William McCoy (congressman)
William McCoy (* in Warrenton, Fauquier County, Virginia, † 1864 in Charlottesville, Virginia ) was an American politician. Between 1811 and 1833 he represented the state of Virginia in the U.S. House of Representatives.
About the youth and education of William McCoy nothing is handed down. He joined the Democratic- Republican Party and sat from 1798 to 1804 in the House of Representatives from Virginia. In the 1820s he joined the movement to Andrew Jackson and became a member of the Democratic Party, founded in 1828 by this.
In the congressional elections of 1810 McCoy was the third electoral district of Virginia in the U.S. House of Representatives in Washington DC chosen, where he became the successor of Jacob Swoope on March 4, 1811. After ten re- election he was able to complete in Congress until March 3, 1833 eleven legislative periods. During this time, including the British -American War fell.
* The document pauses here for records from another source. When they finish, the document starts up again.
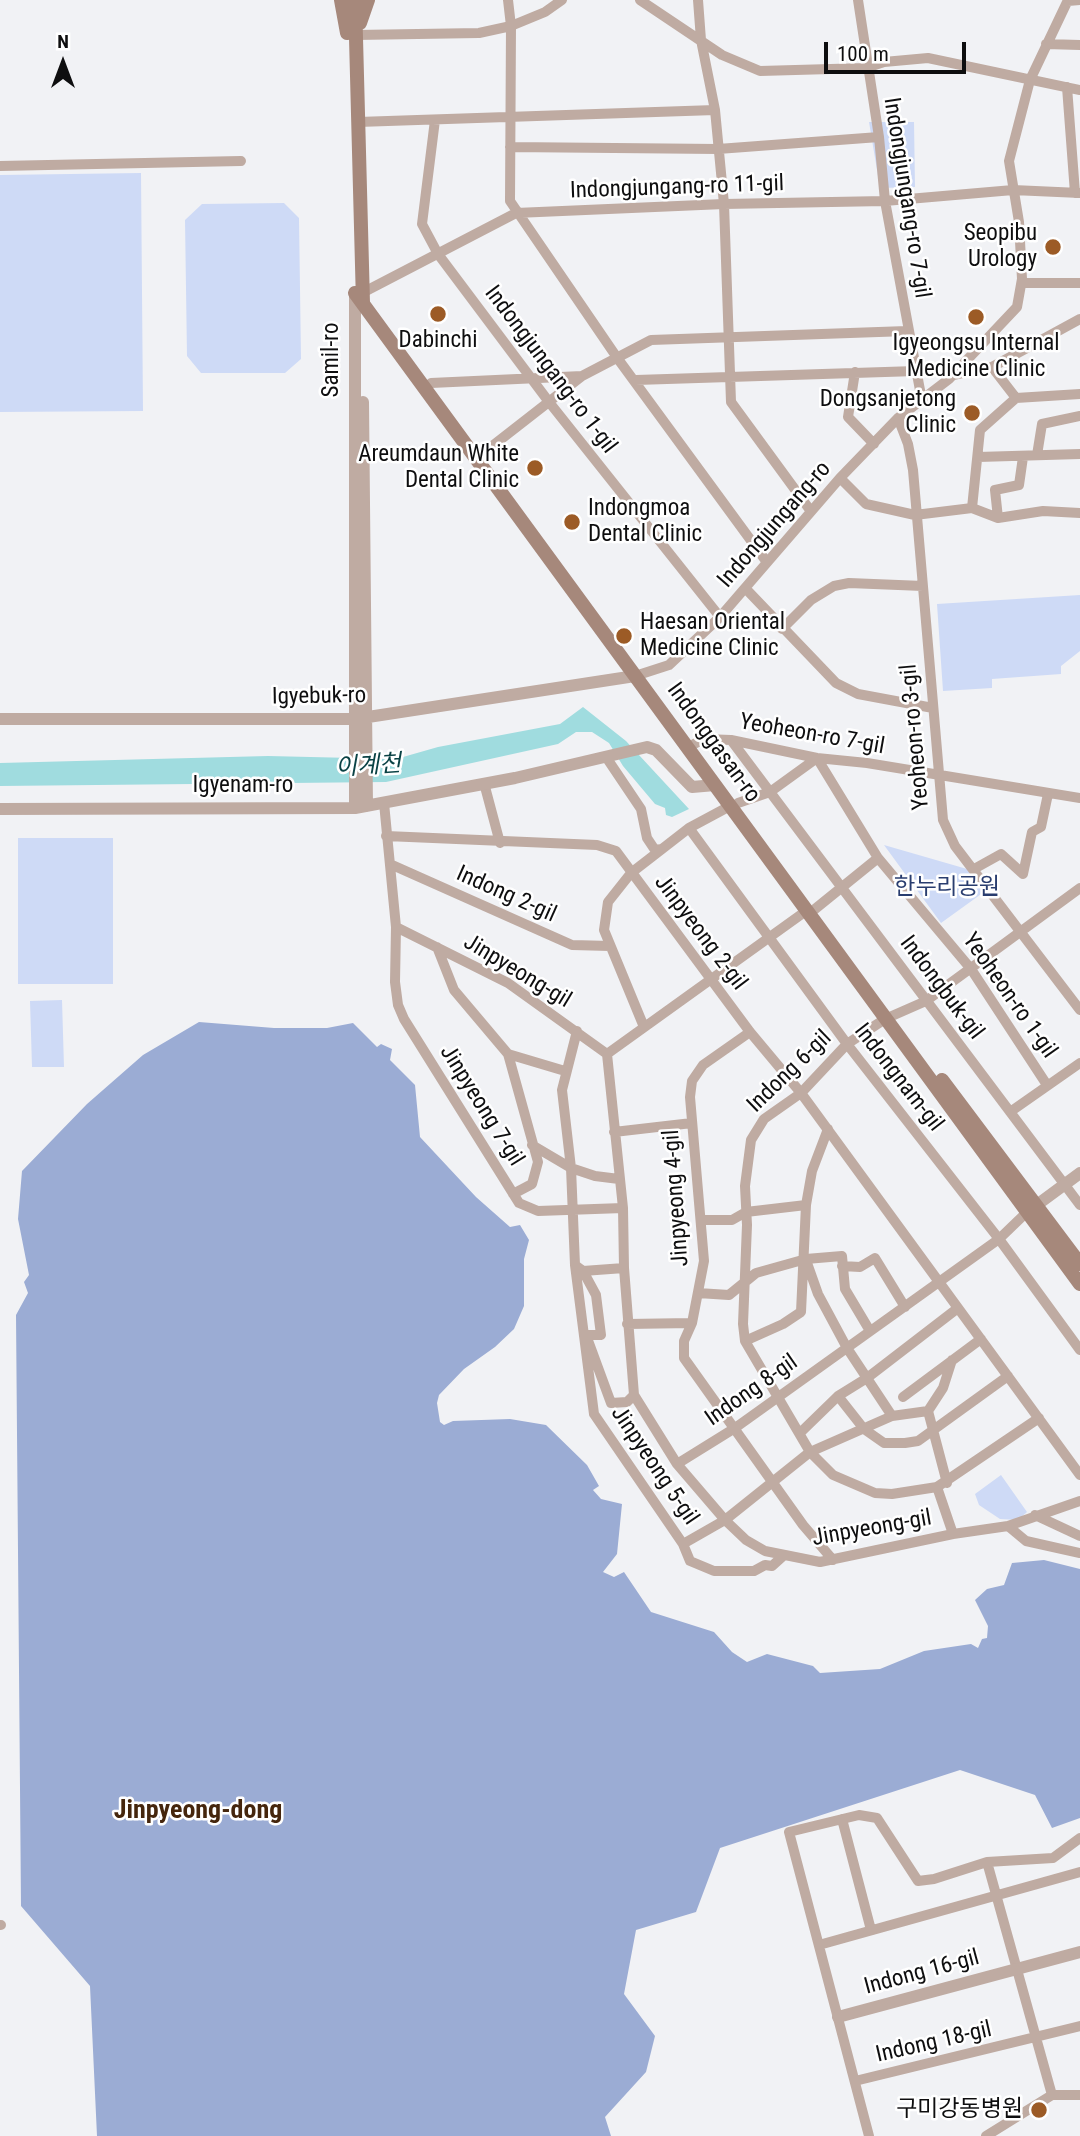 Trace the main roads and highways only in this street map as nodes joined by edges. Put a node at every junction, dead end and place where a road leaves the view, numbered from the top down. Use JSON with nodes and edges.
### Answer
{"nodes":[{"id":1,"x":343,"y":0,"type":"edge"},
{"id":2,"x":355,"y":0,"type":"edge"},
{"id":3,"x":368,"y":0,"type":"edge"},
{"id":4,"x":352,"y":34,"type":"junction"},
{"id":5,"x":360,"y":296,"type":"junction"},
{"id":6,"x":639,"y":675,"type":"junction"},
{"id":7,"x":734,"y":804,"type":"junction"},
{"id":8,"x":1031,"y":1209,"type":"junction"},
{"id":9,"x":1080,"y":1264,"type":"edge"},
{"id":10,"x":1080,"y":1284,"type":"edge"}],
"edges":[{"from":1,"to":4,"type":"main road","name":"Samil-ro"},
{"from":2,"to":4,"type":"main road","name":"Samil-ro"},
{"from":3,"to":4,"type":"main road"},
{"from":4,"to":5,"type":"main road","name":"Samil-ro"},
{"from":4,"to":5,"type":"main road","name":"Samil-ro"},
{"from":5,"to":6,"type":"main road","name":"Indonggasan-ro"},
{"from":5,"to":6,"type":"main road","name":"Indonggasan-ro"},
{"from":6,"to":7,"type":"main road","name":"Indonggasan-ro"},
{"from":6,"to":7,"type":"main road","name":"Indonggasan-ro"},
{"from":7,"to":8,"type":"main road","name":"Indonggasan-ro"},
{"from":8,"to":9,"type":"main road","name":"Indonggasan-ro"},
{"from":8,"to":10,"type":"main road","name":"Indonggasan-ro"}]} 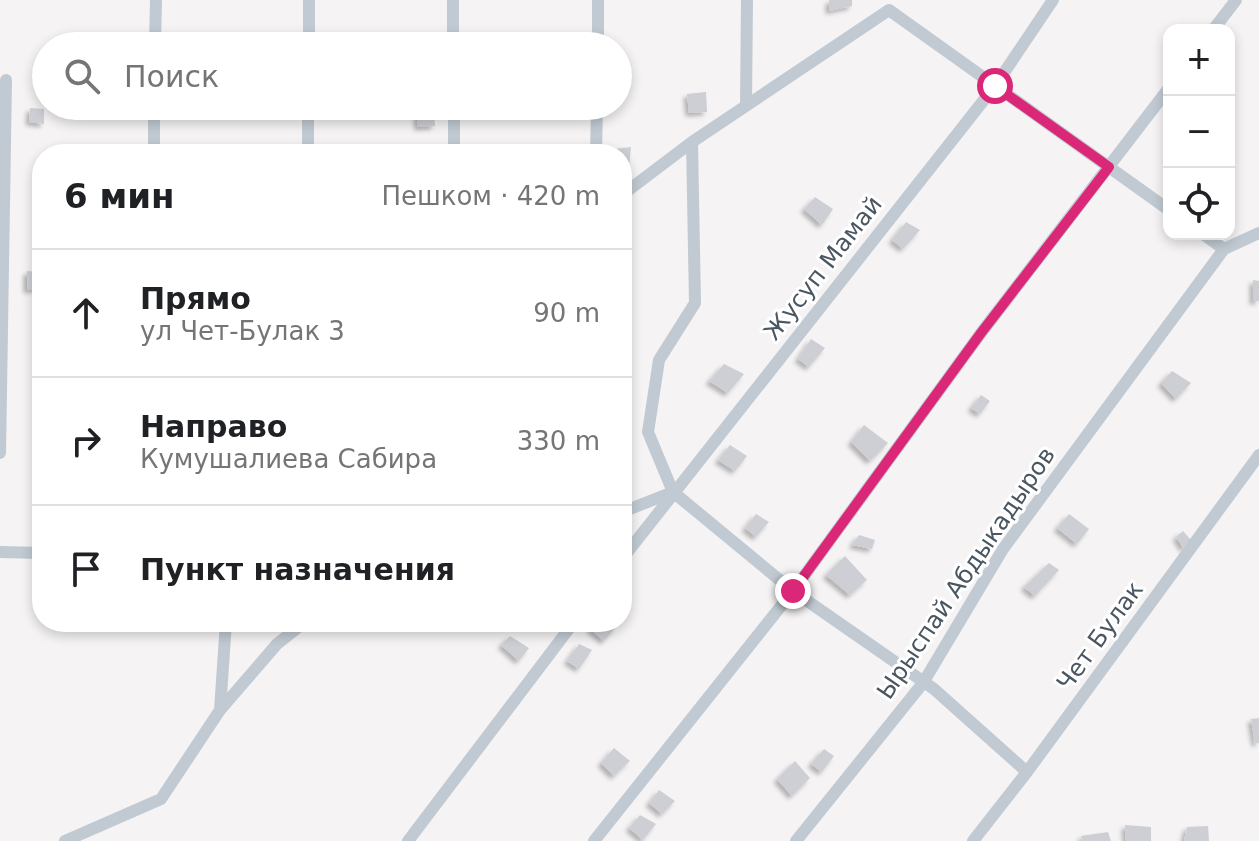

Since the inauguration of President Jackson in 1829, was discussed inside and outside of Congress vehemently about its policy. It was about the controversial enforcement of the Indian Removal Act, the conflict with the State of South Carolina, which culminated in the Nullifikationskrise, and banking policy of the President. In the years 1829 and 1830, McCoy was also a delegate to a meeting on the revision of the Constitution of Virginia. Between 1827 and 1829, he chaired the Committee on Claims.
After the end of his time in the U.S. House of Representatives, William McCoy retired from politics. He died in 1864 in Charlottesville.